___ Working data ___
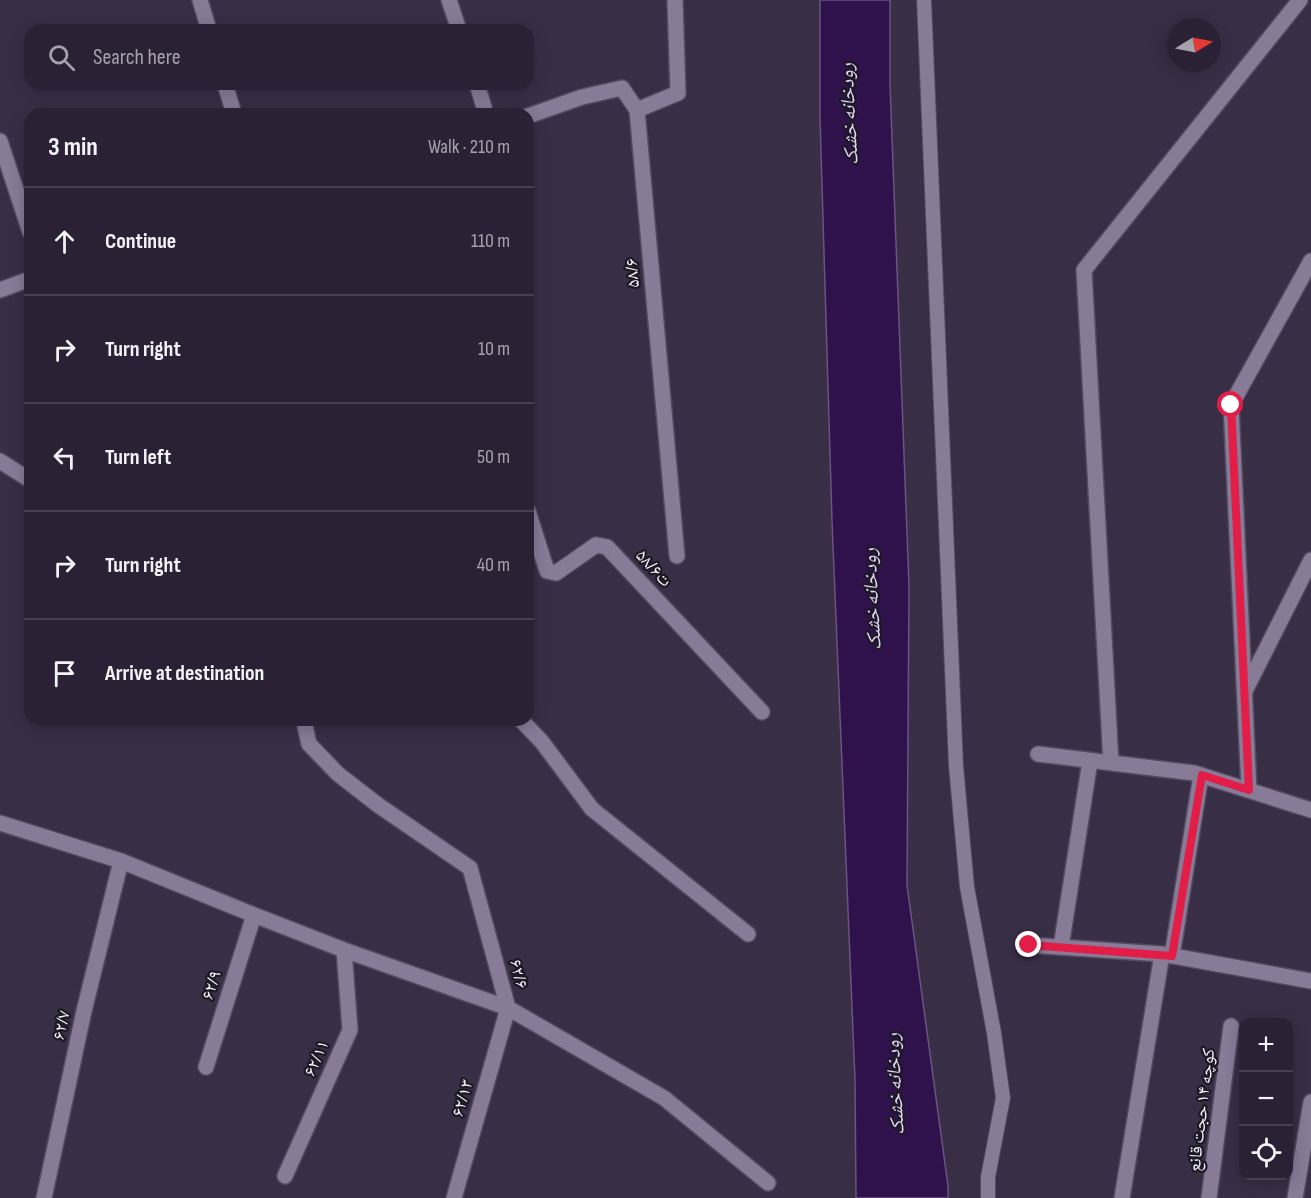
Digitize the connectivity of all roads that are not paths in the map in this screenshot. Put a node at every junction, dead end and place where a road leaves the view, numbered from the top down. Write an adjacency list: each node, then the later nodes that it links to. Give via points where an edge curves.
1 (200, 0): 6 (street)
2 (449, 0): 7 (street)
3 (675, 0): 12 (street, via 678,93)
4 (924, 0): 51 (lane, via 956,766 967,887 1003,1098 988,1177)
5 (1300, 0): 30 (street, via 1084,270)
6 (207, 24)
7 (457, 24)
8 (227, 90): 10 (street)
9 (479, 90): 11 (street)
10 (232, 108)
11 (484, 108)
12 (637, 110): 13 (street, via 622,88); 22 (street, ۵۸/۶)
13 (534, 114)
14 (0, 141): 15 (street)
15 (24, 214)
16 (1311, 261): 24 (street, via 1231,405)
17 (24, 281): 18 (street)
18 (0, 290)
19 (0, 461): 20 (street)
20 (24, 476)
21 (534, 530): 25 (street, ۵۸/۶ت, via 547,571 556,573 596,545 607,547)
22 (677, 556)
23 (1311, 560): 24 (street)
24 (1244, 692): 32 (street)
25 (762, 712)
26 (305, 726): 43 (street, ۶۲/۶, via 309,744 338,774 470,868)
27 (527, 726): 37 (street, via 592,810)
28 (1038, 754): 29 (street)
29 (1090, 760): 30 (street); 39 (street)
30 (1111, 763): 31 (street)
31 (1202, 775): 32 (street); 41 (street)
32 (1249, 790): 33 (street)
33 (1311, 810)
34 (0, 823): 35 (street)
35 (121, 861): 36 (street); 49 (street, ۶۲/۷)
36 (254, 915): 40 (street); 45 (street, ۶۲/۹)
37 (748, 934)
38 (1029, 945): 39 (street)
39 (1061, 947): 41 (street)
40 (344, 950): 43 (street); 47 (street, ۶۲/۱۱, via 350,1030)
41 (1167, 955): 42 (street); 52 (street)
42 (1311, 981)
43 (508, 1008): 48 (street, ۶۲/۶, via 664,1098); 50 (street, ۶۲/۱۳)
44 (1231, 1026): 53 (street, کوچه ۱۴ حجت قانع)
45 (206, 1067)
46 (1311, 1102): 54 (street)
47 (285, 1176)
48 (768, 1184)
49 (44, 1198)
50 (454, 1198)
51 (988, 1198)
52 (1122, 1198)
53 (1209, 1198)
54 (1295, 1198)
___
Problem requirements> Transcribe the data completely. No pictures should appear in the transcription.

Written answer>
Digitize the connectivity of all roads that are not paths in the map in this screenshot. Put a node at every junction, dead end and place where a road leaves the view, numbered from the top down. Write an adjacency list: each node, then the later nodes that it links to. Give via points where an edge curves.
1 (200, 0): 6 (street)
2 (449, 0): 7 (street)
3 (675, 0): 12 (street, via 678,93)
4 (924, 0): 51 (lane, via 956,766 967,887 1003,1098 988,1177)
5 (1300, 0): 30 (street, via 1084,270)
6 (207, 24)
7 (457, 24)
8 (227, 90): 10 (street)
9 (479, 90): 11 (street)
10 (232, 108)
11 (484, 108)
12 (637, 110): 13 (street, via 622,88); 22 (street, ۵۸/۶)
13 (534, 114)
14 (0, 141): 15 (street)
15 (24, 214)
16 (1311, 261): 24 (street, via 1231,405)
17 (24, 281): 18 (street)
18 (0, 290)
19 (0, 461): 20 (street)
20 (24, 476)
21 (534, 530): 25 (street, ۵۸/۶ت, via 547,571 556,573 596,545 607,547)
22 (677, 556)
23 (1311, 560): 24 (street)
24 (1244, 692): 32 (street)
25 (762, 712)
26 (305, 726): 43 (street, ۶۲/۶, via 309,744 338,774 470,868)
27 (527, 726): 37 (street, via 592,810)
28 (1038, 754): 29 (street)
29 (1090, 760): 30 (street); 39 (street)
30 (1111, 763): 31 (street)
31 (1202, 775): 32 (street); 41 (street)
32 (1249, 790): 33 (street)
33 (1311, 810)
34 (0, 823): 35 (street)
35 (121, 861): 36 (street); 49 (street, ۶۲/۷)
36 (254, 915): 40 (street); 45 (street, ۶۲/۹)
37 (748, 934)
38 (1029, 945): 39 (street)
39 (1061, 947): 41 (street)
40 (344, 950): 43 (street); 47 (street, ۶۲/۱۱, via 350,1030)
41 (1167, 955): 42 (street); 52 (street)
42 (1311, 981)
43 (508, 1008): 48 (street, ۶۲/۶, via 664,1098); 50 (street, ۶۲/۱۳)
44 (1231, 1026): 53 (street, کوچه ۱۴ حجت قانع)
45 (206, 1067)
46 (1311, 1102): 54 (street)
47 (285, 1176)
48 (768, 1184)
49 (44, 1198)
50 (454, 1198)
51 (988, 1198)
52 (1122, 1198)
53 (1209, 1198)
54 (1295, 1198)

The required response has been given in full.